E2E Flakiness: Eliminates client-side rate-limiting for AP&F drown-out test #96798

yue9944882 · 2020-11-23T03:25:54Z

NONE

/sig api-machinery
/kind flakiness

a few clues i noticed could be related w/ the e2e flakiness:

the e2e framework has a default client-side tbf rate-limiter of qps/burst=20/50, while our "elephant" client in the e2e test's qps is 100 which will be always rate-limitted.

kubernetes/test/e2e/framework/framework.go

Lines 145 to 146 in b2ecd1b

    
           ClientQPS:   20, 
        
           ClientBurst: 50,

the rate-limiter is actually shared by "elephant" and "mouse" client, which makes the two competing at the client-side.
in the fairness test, the matching flow-schema use "*" to match {high,low}qps. this will be involving impact from the controllers/nodes into the test scenarios.

k8s-ci-robot · 2020-11-23T03:25:56Z

@yue9944882: The label(s) kind/flakiness cannot be applied, because the repository doesn't have them

In response to this:

NONE
/sig api-machinery
/kind flakiness

a few clues i noticed could be related w/ the e2e flakiness:

the e2e framework has a default client-side tbf rate-limiter of qps/burst=20/50, while our "elephant" client in the e2e test's qps is 100 which will be always rate-limitted.
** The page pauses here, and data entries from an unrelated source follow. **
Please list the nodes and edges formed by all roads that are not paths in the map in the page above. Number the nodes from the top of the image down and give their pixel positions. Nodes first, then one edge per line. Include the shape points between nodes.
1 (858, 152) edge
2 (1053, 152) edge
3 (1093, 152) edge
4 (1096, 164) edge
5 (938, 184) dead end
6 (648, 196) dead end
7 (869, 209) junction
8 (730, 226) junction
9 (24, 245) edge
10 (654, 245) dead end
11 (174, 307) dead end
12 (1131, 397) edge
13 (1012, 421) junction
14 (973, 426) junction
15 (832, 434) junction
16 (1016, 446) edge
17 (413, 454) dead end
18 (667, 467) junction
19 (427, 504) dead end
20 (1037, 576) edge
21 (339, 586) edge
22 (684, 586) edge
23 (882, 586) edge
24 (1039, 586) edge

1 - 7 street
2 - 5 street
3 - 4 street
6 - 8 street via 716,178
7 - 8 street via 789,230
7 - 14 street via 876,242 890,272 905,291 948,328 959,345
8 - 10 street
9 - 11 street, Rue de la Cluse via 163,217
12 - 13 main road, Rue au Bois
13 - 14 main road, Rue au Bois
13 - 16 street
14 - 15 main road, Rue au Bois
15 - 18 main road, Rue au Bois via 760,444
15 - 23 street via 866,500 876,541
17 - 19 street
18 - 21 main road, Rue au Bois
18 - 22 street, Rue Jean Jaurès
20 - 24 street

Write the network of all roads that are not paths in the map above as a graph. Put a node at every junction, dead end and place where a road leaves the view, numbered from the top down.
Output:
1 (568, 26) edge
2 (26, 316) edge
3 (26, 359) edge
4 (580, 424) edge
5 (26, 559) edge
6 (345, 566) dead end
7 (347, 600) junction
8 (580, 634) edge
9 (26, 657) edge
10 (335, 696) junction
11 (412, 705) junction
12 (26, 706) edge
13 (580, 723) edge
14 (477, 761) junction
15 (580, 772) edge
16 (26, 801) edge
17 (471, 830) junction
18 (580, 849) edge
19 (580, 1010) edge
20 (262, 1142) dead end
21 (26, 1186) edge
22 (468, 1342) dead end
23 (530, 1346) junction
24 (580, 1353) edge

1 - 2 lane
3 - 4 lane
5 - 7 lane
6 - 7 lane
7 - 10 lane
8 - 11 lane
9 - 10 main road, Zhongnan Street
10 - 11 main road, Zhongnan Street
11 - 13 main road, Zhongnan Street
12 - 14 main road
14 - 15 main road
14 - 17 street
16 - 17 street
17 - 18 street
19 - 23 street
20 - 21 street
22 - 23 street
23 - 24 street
kubernetes/test/e2e/framework/framework.go

Lines 145 to 146 in b2ecd1b

ClientQPS: 20,

ClientBurst: 50,

the rate-limiter is actually shared by "elephant" and "mouse" client, which makes the two competing at the client-side.

Instructions for interacting with me using PR comments are available here. If you have questions or suggestions related to my behavior, please file an issue against the kubernetes/test-infra repository.

yue9944882 · 2020-11-23T03:26:34Z

(Maybe) Fixes: #96710

yue9944882 · 2020-11-23T08:14:24Z

/retest

yue9944882 · 2020-11-23T08:49:01Z

/retest

yue9944882 · 2020-11-23T10:25:41Z

/retest

(retesting a few times to see if the flakiness is reproducible in this thread)

test/e2e/apimachinery/flowcontrol.go

adtac · 2020-11-23T13:39:49Z

test/e2e/apimachinery/flowcontrol.go

@@ -321,6 +323,7 @@ func createFlowSchema(f *framework.Framework, flowSchemaName string, matchingPre
 func makeRequest(f *framework.Framework, username string) *http.Response {
 	config := f.ClientConfig()
 	config.Impersonate.UserName = username
+	config.RateLimiter = nil


hmm, since each request uses a separate config (a deep copy of the internal config), do you think we should do f.ClientConfig() once and pass that config around instead? alternatively, we can make ClientConfig return the right config with the rate limiter set to nil somehow

setting the rate limiter to nil on each ClientConfig, I don't think this actually removes the rate limiting

I can't recall now, but I thought you had to set qps/burst to -1 to turn this off?

It looks like setting this to nil will make the REST library to use the e2e framework-configured QPS limit:

kubernetes/staging/src/k8s.io/client-go/rest/config.go

Lines 333 to 337 in da75c26

if rateLimiter == nil {

qps := config.QPS

if config.QPS == 0.0 {

qps = DefaultQPS

}

The e2e framework configured limit is 20 reqs/sec:

kubernetes/test/e2e/framework/framework.go

Line 145 in 540e41c

ClientQPS: 20,

kubernetes/test/e2e/framework/framework.go

Line 192 in 540e41c

config.QPS = f.Options.ClientQPS

I couldn't find any references to the -1 thing though.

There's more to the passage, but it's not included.